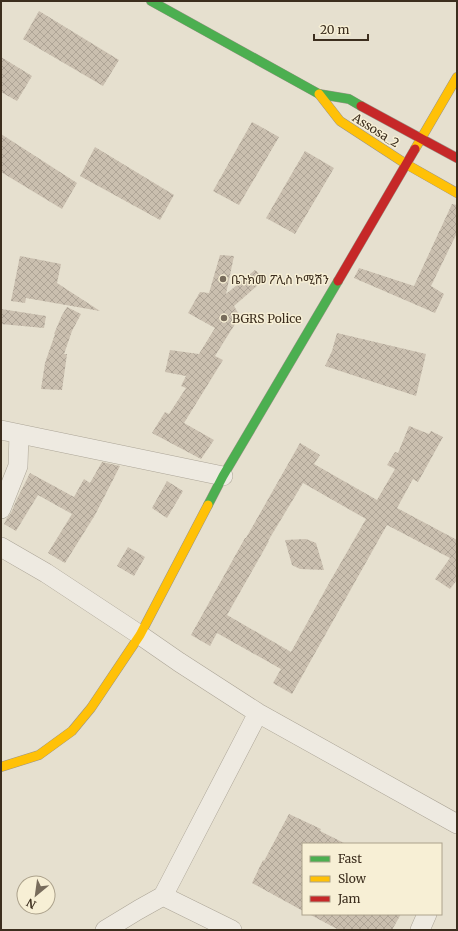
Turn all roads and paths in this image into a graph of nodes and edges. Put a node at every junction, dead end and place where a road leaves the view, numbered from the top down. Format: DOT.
graph roads {
  1 [pos="151,1"];
  2 [pos="457,77"];
  3 [pos="319,94"];
  4 [pos="421,138"];
  5 [pos="457,158"];
  6 [pos="406,164"];
  7 [pos="457,193"];
  8 [pos="1,430"];
  9 [pos="20,434"];
  10 [pos="223,476"];
  11 [pos="1,508"];
  12 [pos="1,547"];
  13 [pos="140,635"];
  14 [pos="258,713"];
  15 [pos="1,767"];
  16 [pos="457,824"];
  17 [pos="163,896"];
  18 [pos="427,915"];
  19 [pos="106,930"];
  20 [pos="232,930"];
  21 [pos="420,930"];
  1 -- 3 [label="street"];
  2 -- 4 [label="street"];
  3 -- 4 [label="street, Assosa_2"];
  3 -- 6 [label="street, Assosa_2"];
  4 -- 5 [label="street, Assosa_2"];
  4 -- 6 [label="street"];
  6 -- 7 [label="street, Assosa_2"];
  6 -- 10 [label="street"];
  8 -- 9 [label="street"];
  9 -- 10 [label="street"];
  9 -- 11 [label="street"];
  10 -- 13 [label="street"];
  12 -- 13 [label="street"];
  13 -- 14 [label="street"];
  13 -- 15 [label="street"];
  14 -- 16 [label="street"];
  14 -- 17 [label="street"];
  17 -- 19 [label="street"];
  17 -- 20 [label="street"];
  18 -- 21 [label="street"];
}
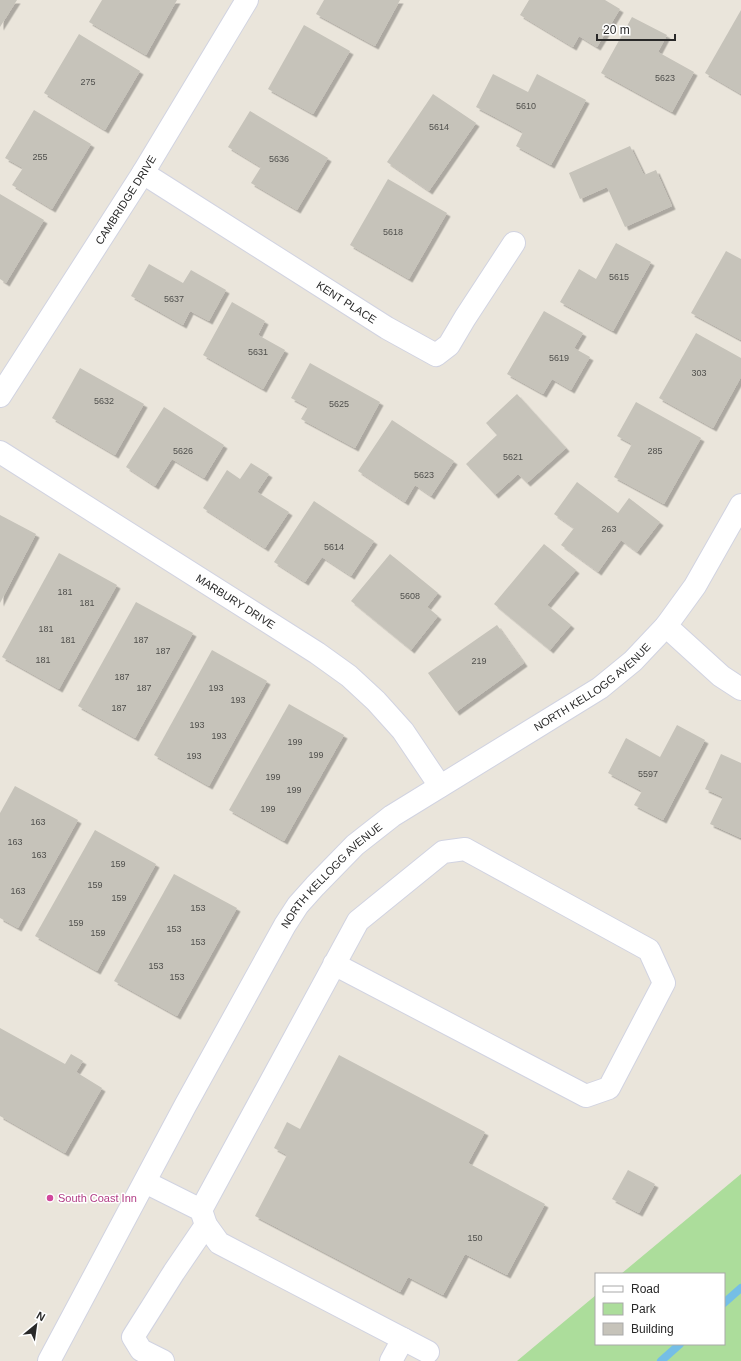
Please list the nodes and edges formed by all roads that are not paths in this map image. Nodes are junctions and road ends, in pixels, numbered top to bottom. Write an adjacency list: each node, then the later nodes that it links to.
1 (247, 0): 2 (street, CAMBRIDGE DRIVE)
2 (142, 173): 3 (street, KENT PLACE); 4 (street, CAMBRIDGE DRIVE)
3 (514, 243)
4 (0, 396)
5 (0, 452): 9 (street, MARBURY DRIVE)
6 (741, 505): 7 (street, NORTH KELLOGG AVENUE)
7 (666, 626): 8 (street); 9 (street, NORTH KELLOGG AVENUE)
8 (741, 689)
9 (440, 786): 11 (street, NORTH KELLOGG AVENUE)
10 (334, 964): 10 (street); 12 (street)
11 (145, 1182): 12 (street); 15 (street, NORTH KELLOGG AVENUE)
12 (203, 1218): 13 (street); 16 (street)
13 (402, 1339): 14 (street); 17 (street)
14 (428, 1352)
15 (49, 1361)
16 (164, 1361)
17 (391, 1361)

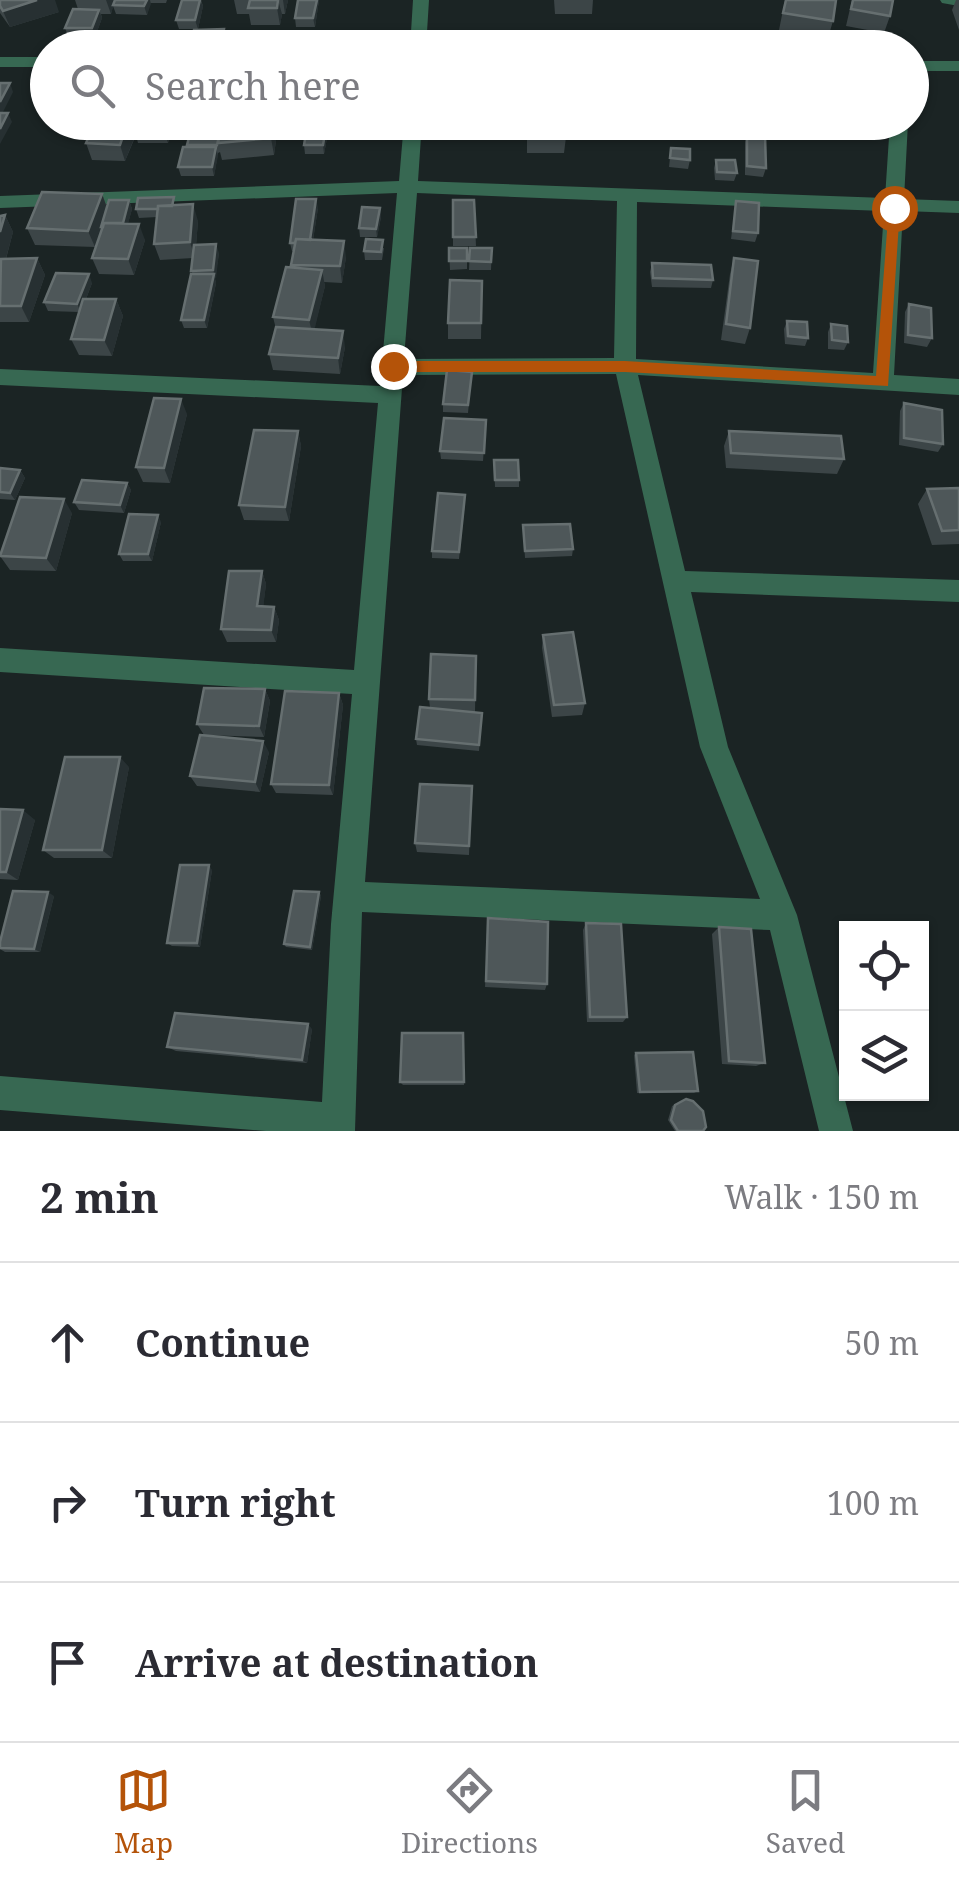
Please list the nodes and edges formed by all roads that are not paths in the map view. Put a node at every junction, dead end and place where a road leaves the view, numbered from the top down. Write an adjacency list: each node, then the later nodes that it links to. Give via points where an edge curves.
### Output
1 (421, 0): 4 (street)
2 (948, 0): 3 (street)
3 (959, 0)
4 (419, 30)
5 (0, 62): 6 (street)
6 (30, 62)
7 (929, 66): 8 (street)
8 (959, 66)
9 (411, 140): 11 (street)
10 (898, 140): 15 (street)
11 (408, 187): 12 (street); 13 (street); 16 (street)
12 (627, 194): 15 (street); 17 (street)
13 (0, 202)
14 (959, 207): 15 (street)
15 (894, 208): 19 (street)
16 (393, 366): 17 (street); 21 (street)
17 (625, 366): 19 (street); 22 (street)
18 (0, 377): 21 (street)
19 (883, 382): 20 (street)
20 (959, 386)
21 (390, 396): 25 (street)
22 (675, 581): 23 (street); 27 (street, via 714,747)
23 (959, 591)
24 (0, 660): 25 (street)
25 (366, 683): 26 (street)
26 (349, 896): 27 (street); 29 (street)
27 (782, 916): 30 (street)
28 (0, 1093): 29 (street)
29 (338, 1125)
30 (836, 1131)

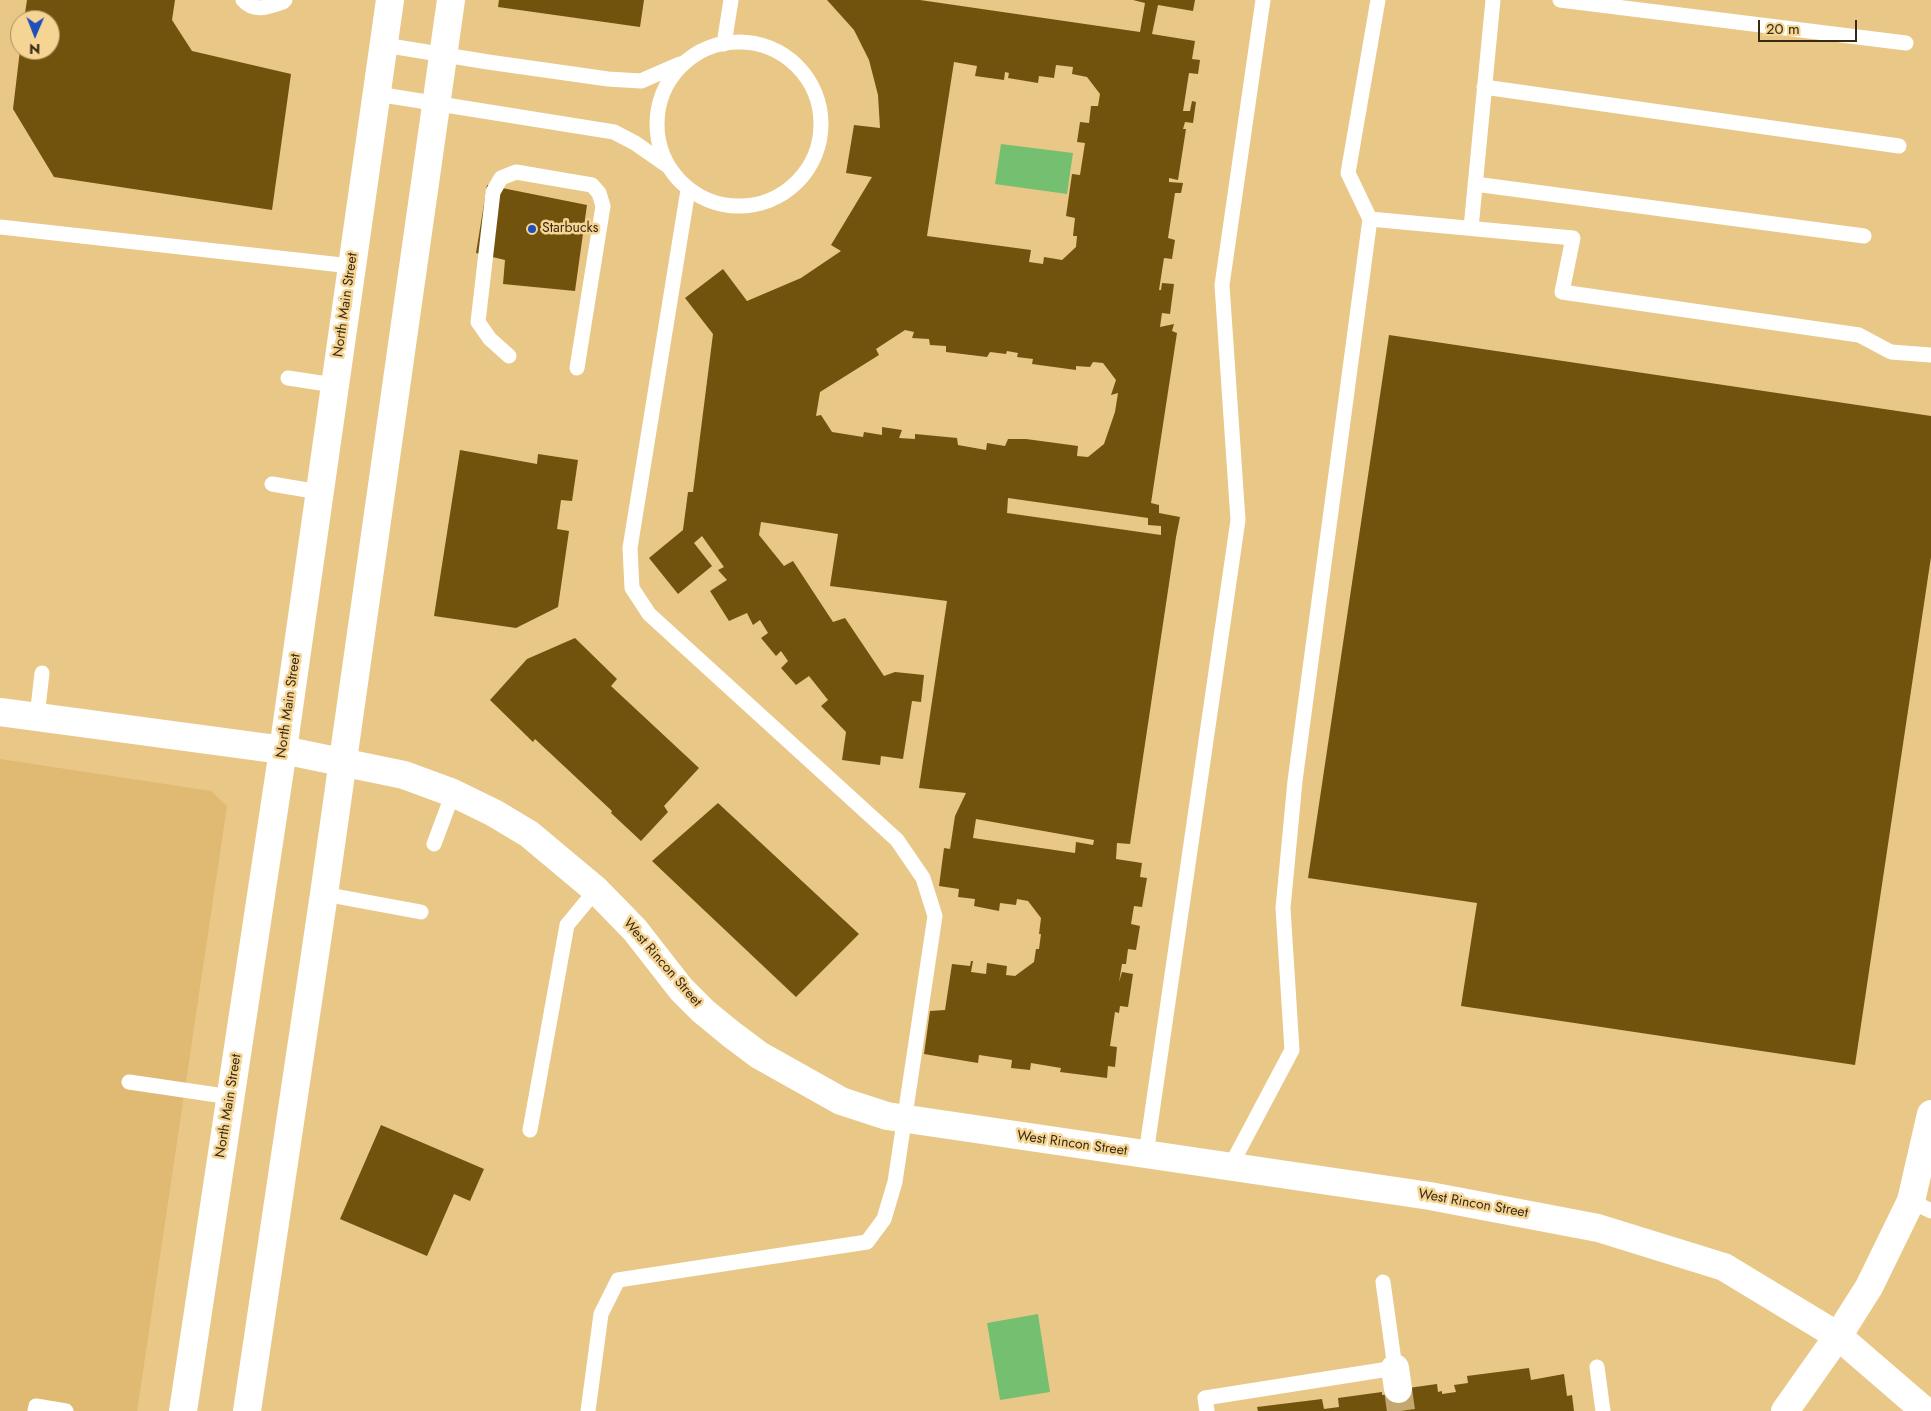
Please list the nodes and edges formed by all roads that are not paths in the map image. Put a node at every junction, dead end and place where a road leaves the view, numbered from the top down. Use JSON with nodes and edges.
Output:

TASK GOAL: Pictures in the records are to be left out; repeat everything else exactly.

SOLUTION TO THIS PROBLEM:
Turn all roads and paths in this image into a graph of nodes and edges. Put a node at every junction, dead end and place where a road leaves the view, numbered from the top down. Format: DOT.
graph roads {
  1 [pos="151,1"];
  2 [pos="457,77"];
  3 [pos="319,94"];
  4 [pos="421,138"];
  5 [pos="457,158"];
  6 [pos="406,164"];
  7 [pos="457,193"];
  8 [pos="1,430"];
  9 [pos="20,434"];
  10 [pos="223,476"];
  11 [pos="1,508"];
  12 [pos="1,547"];
  13 [pos="140,635"];
  14 [pos="258,713"];
  15 [pos="1,767"];
  16 [pos="457,824"];
  17 [pos="163,896"];
  18 [pos="427,915"];
  19 [pos="106,930"];
  20 [pos="232,930"];
  21 [pos="420,930"];
  1 -- 3 [label="street"];
  2 -- 4 [label="street"];
  3 -- 4 [label="street, Assosa_2"];
  3 -- 6 [label="street, Assosa_2"];
  4 -- 5 [label="street, Assosa_2"];
  4 -- 6 [label="street"];
  6 -- 7 [label="street, Assosa_2"];
  6 -- 10 [label="street"];
  8 -- 9 [label="street"];
  9 -- 10 [label="street"];
  9 -- 11 [label="street"];
  10 -- 13 [label="street"];
  12 -- 13 [label="street"];
  13 -- 14 [label="street"];
  13 -- 15 [label="street"];
  14 -- 16 [label="street"];
  14 -- 17 [label="street"];
  17 -- 19 [label="street"];
  17 -- 20 [label="street"];
  18 -- 21 [label="street"];
}
Please list the nodes and edges formed by all roads that are not paths in this map image. Nodes are junctions and road ends, in pixels, numbered top to bottom. Write an adjacency list: each node, then the later nodes that it links to.
1 (247, 0): 2 (street, CAMBRIDGE DRIVE)
2 (142, 173): 3 (street, KENT PLACE); 4 (street, CAMBRIDGE DRIVE)
3 (514, 243)
4 (0, 396)
5 (0, 452): 9 (street, MARBURY DRIVE)
6 (741, 505): 7 (street, NORTH KELLOGG AVENUE)
7 (666, 626): 8 (street); 9 (street, NORTH KELLOGG AVENUE)
8 (741, 689)
9 (440, 786): 11 (street, NORTH KELLOGG AVENUE)
10 (334, 964): 10 (street); 12 (street)
11 (145, 1182): 12 (street); 15 (street, NORTH KELLOGG AVENUE)
12 (203, 1218): 13 (street); 16 (street)
13 (402, 1339): 14 (street); 17 (street)
14 (428, 1352)
15 (49, 1361)
16 (164, 1361)
17 (391, 1361)

Please list the nodes and edges formed by all roads that are not paths in the map view. Put a node at every junction, dead end and place where a road leaves the view, numbered from the top down. Write an adjacency list: each node, then the later nodes that it links to. Give via points where an edge curves.
### Output
1 (421, 0): 4 (street)
2 (948, 0): 3 (street)
3 (959, 0)
4 (419, 30)
5 (0, 62): 6 (street)
6 (30, 62)
7 (929, 66): 8 (street)
8 (959, 66)
9 (411, 140): 11 (street)
10 (898, 140): 15 (street)
11 (408, 187): 12 (street); 13 (street); 16 (street)
12 (627, 194): 15 (street); 17 (street)
13 (0, 202)
14 (959, 207): 15 (street)
15 (894, 208): 19 (street)
16 (393, 366): 17 (street); 21 (street)
17 (625, 366): 19 (street); 22 (street)
18 (0, 377): 21 (street)
19 (883, 382): 20 (street)
20 (959, 386)
21 (390, 396): 25 (street)
22 (675, 581): 23 (street); 27 (street, via 714,747)
23 (959, 591)
24 (0, 660): 25 (street)
25 (366, 683): 26 (street)
26 (349, 896): 27 (street); 29 (street)
27 (782, 916): 30 (street)
28 (0, 1093): 29 (street)
29 (338, 1125)
30 (836, 1131)

Please list the nodes and edges formed by all roads that are not paths in the map image. Put a node at every junction, dead end and place where a road leaves the view, numbered from the top down. Use JSON with nodes and edges.
Output:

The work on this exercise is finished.